> ## Documentation Index
> Fetch the complete documentation index at: https://docs.clickml.app/llms.txt
> Use this file to discover all available pages before exploring further.

# Random Forest Classifier component

> Train a random forest ensemble that aggregates many decision trees through bagging to deliver robust, accurate classification on tabular data.

**Random Forest** trains many decision trees on random subsets of your data and combines their votes into a final prediction. It handles mixed feature types well, is resistant to overfitting, and requires minimal tuning.

## Configuration

| Parameter             | Description                                                         | Default |
| --------------------- | ------------------------------------------------------------------- | ------- |
| **N Estimators**      | Number of trees in the forest. More trees = more stable but slower. | `100`   |
| **Max Depth**         | Maximum depth of each tree.
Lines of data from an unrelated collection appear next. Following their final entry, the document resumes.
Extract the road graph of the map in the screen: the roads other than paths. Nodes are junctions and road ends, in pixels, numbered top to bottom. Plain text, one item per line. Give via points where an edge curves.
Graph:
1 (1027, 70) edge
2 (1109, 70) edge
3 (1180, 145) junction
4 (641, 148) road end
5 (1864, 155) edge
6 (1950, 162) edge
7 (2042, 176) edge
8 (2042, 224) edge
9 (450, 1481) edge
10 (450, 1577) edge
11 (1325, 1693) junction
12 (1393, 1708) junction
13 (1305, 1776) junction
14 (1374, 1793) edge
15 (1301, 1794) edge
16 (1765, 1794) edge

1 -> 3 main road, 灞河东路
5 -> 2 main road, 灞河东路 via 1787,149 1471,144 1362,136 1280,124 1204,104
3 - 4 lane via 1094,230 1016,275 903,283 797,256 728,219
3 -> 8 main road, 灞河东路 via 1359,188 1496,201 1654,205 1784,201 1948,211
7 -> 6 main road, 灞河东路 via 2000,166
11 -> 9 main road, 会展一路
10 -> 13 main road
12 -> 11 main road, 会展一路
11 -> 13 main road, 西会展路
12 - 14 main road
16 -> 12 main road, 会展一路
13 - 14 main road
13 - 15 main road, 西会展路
Leave empty for unlimited.              | None    |
| **Min Samples Split** | Minimum samples required to split a node.                           | `2`     |
| **Min Samples Leaf**  | Minimum samples required in a leaf node.                            | `1`     |
| **Random State**      | Seed for reproducibility.                                           | `42`    |

## Input / Output

|        | Type                                          |
| ------ | --------------------------------------------- |
| Input  | `X Train` + `Y Train` (from Train-Test Split) |
| Output | Trained Model                                 |

## When to use

A good default choice for most classification problems. Works well on tabular data without feature scaling.